*ACTION ITEM*
Search the listing for the word "above". Copy every line where it is found.

[DATASET RECORDS — start]

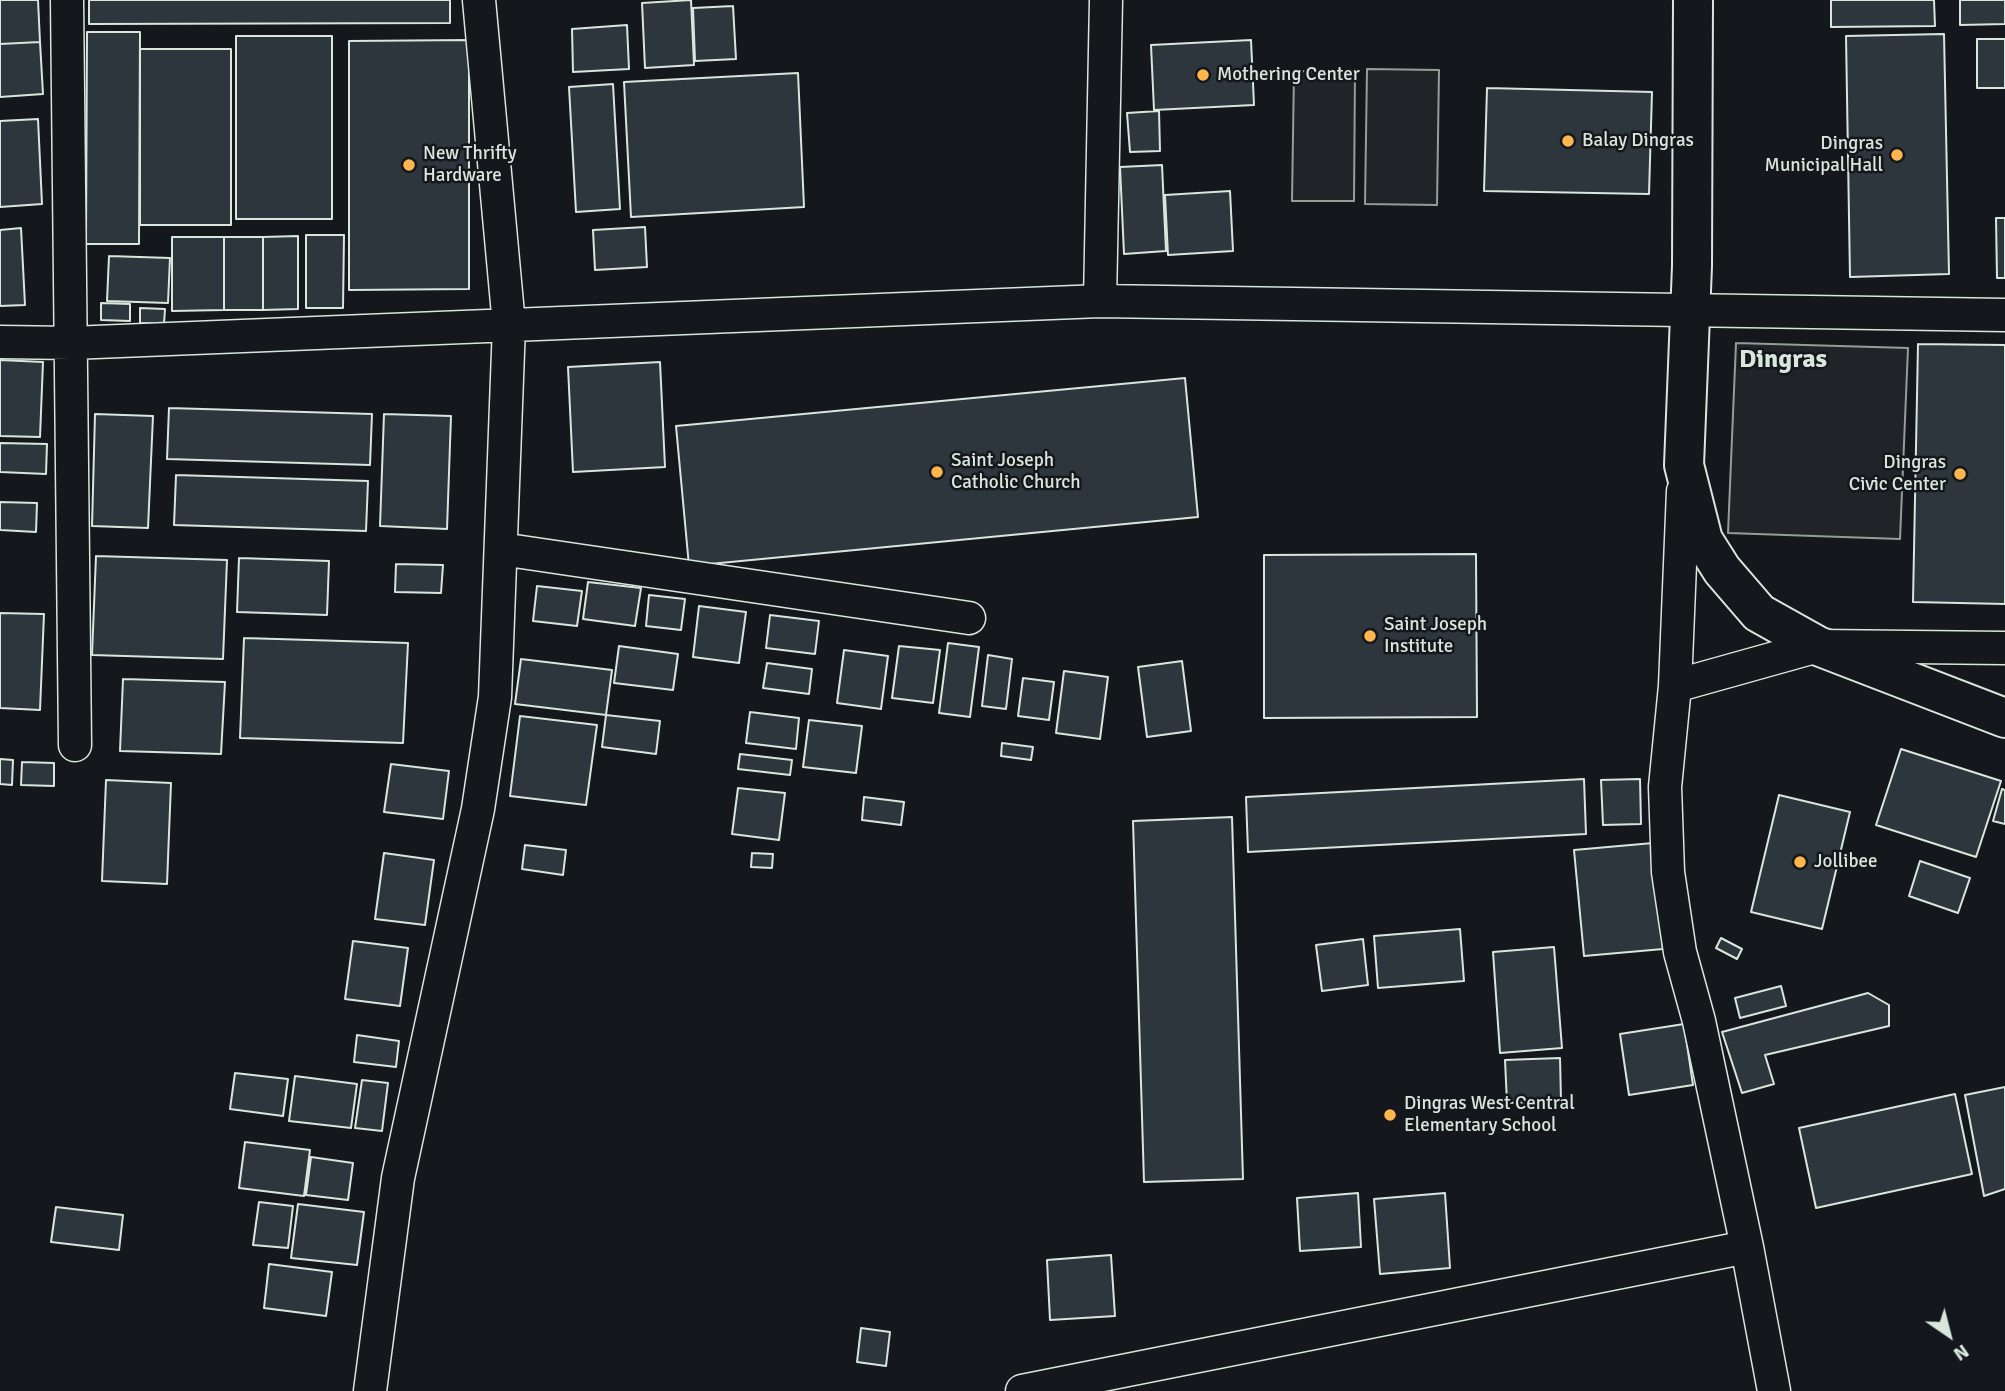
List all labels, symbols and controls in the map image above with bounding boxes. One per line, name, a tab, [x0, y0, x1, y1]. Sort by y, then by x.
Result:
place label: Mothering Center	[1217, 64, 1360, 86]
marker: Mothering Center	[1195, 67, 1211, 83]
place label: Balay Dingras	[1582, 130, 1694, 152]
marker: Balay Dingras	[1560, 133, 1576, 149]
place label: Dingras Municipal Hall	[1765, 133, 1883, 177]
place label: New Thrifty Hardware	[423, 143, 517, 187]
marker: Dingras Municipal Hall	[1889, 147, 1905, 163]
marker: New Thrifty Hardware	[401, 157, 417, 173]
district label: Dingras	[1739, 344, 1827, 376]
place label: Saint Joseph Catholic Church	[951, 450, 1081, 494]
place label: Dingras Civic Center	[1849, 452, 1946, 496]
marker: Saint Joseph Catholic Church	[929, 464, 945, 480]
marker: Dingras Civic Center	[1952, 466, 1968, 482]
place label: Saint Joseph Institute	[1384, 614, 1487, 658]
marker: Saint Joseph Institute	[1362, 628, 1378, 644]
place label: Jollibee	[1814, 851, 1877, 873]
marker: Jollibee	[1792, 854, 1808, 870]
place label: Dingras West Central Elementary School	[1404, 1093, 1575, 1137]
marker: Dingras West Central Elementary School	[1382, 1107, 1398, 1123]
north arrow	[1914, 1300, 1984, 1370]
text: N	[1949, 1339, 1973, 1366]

[DATASET RECORDS — finish]
[DATASET RECORDS — start]

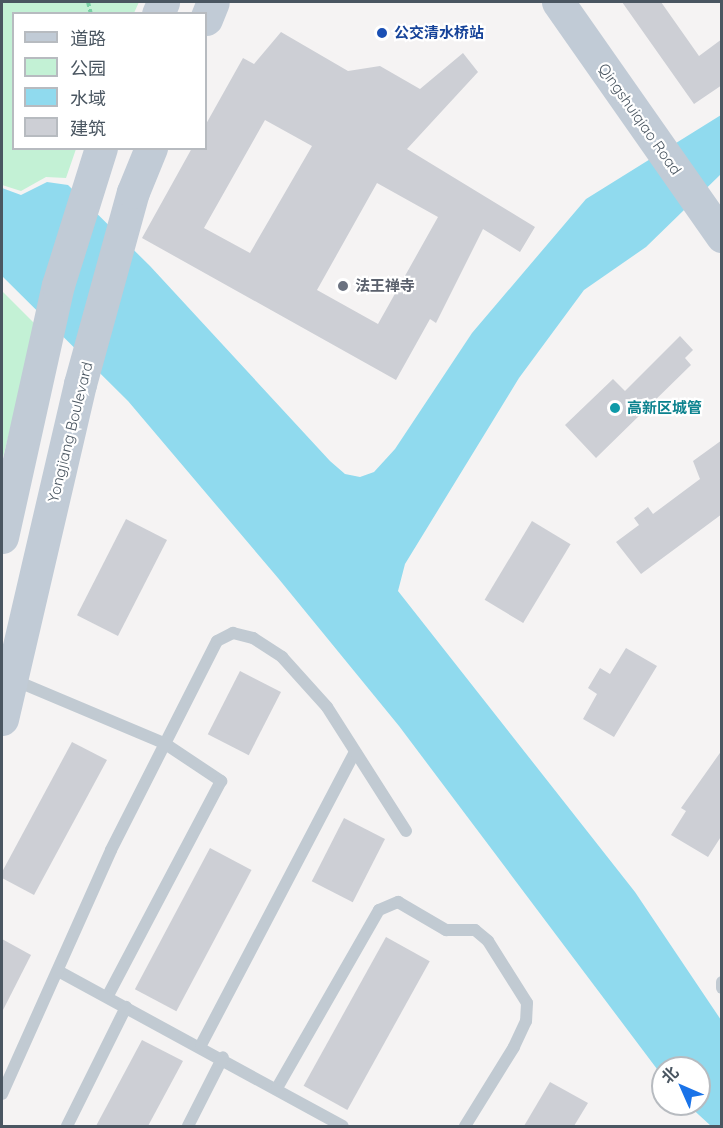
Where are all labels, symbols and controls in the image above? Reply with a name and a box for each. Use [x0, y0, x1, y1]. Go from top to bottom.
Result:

[DATASET RECORDS — finish]

*ANSWER SECTION*
List all labels, symbols and controls in the map image above with bounding boxes. One per line, name, a tab, [x0, y0, x1, y1]. Sort by y, then by x.
Where are all labels, symbols and controls in the image above? Reply with a name and a box for each. Use [x0, y0, x1, y1]. Go from top to bottom.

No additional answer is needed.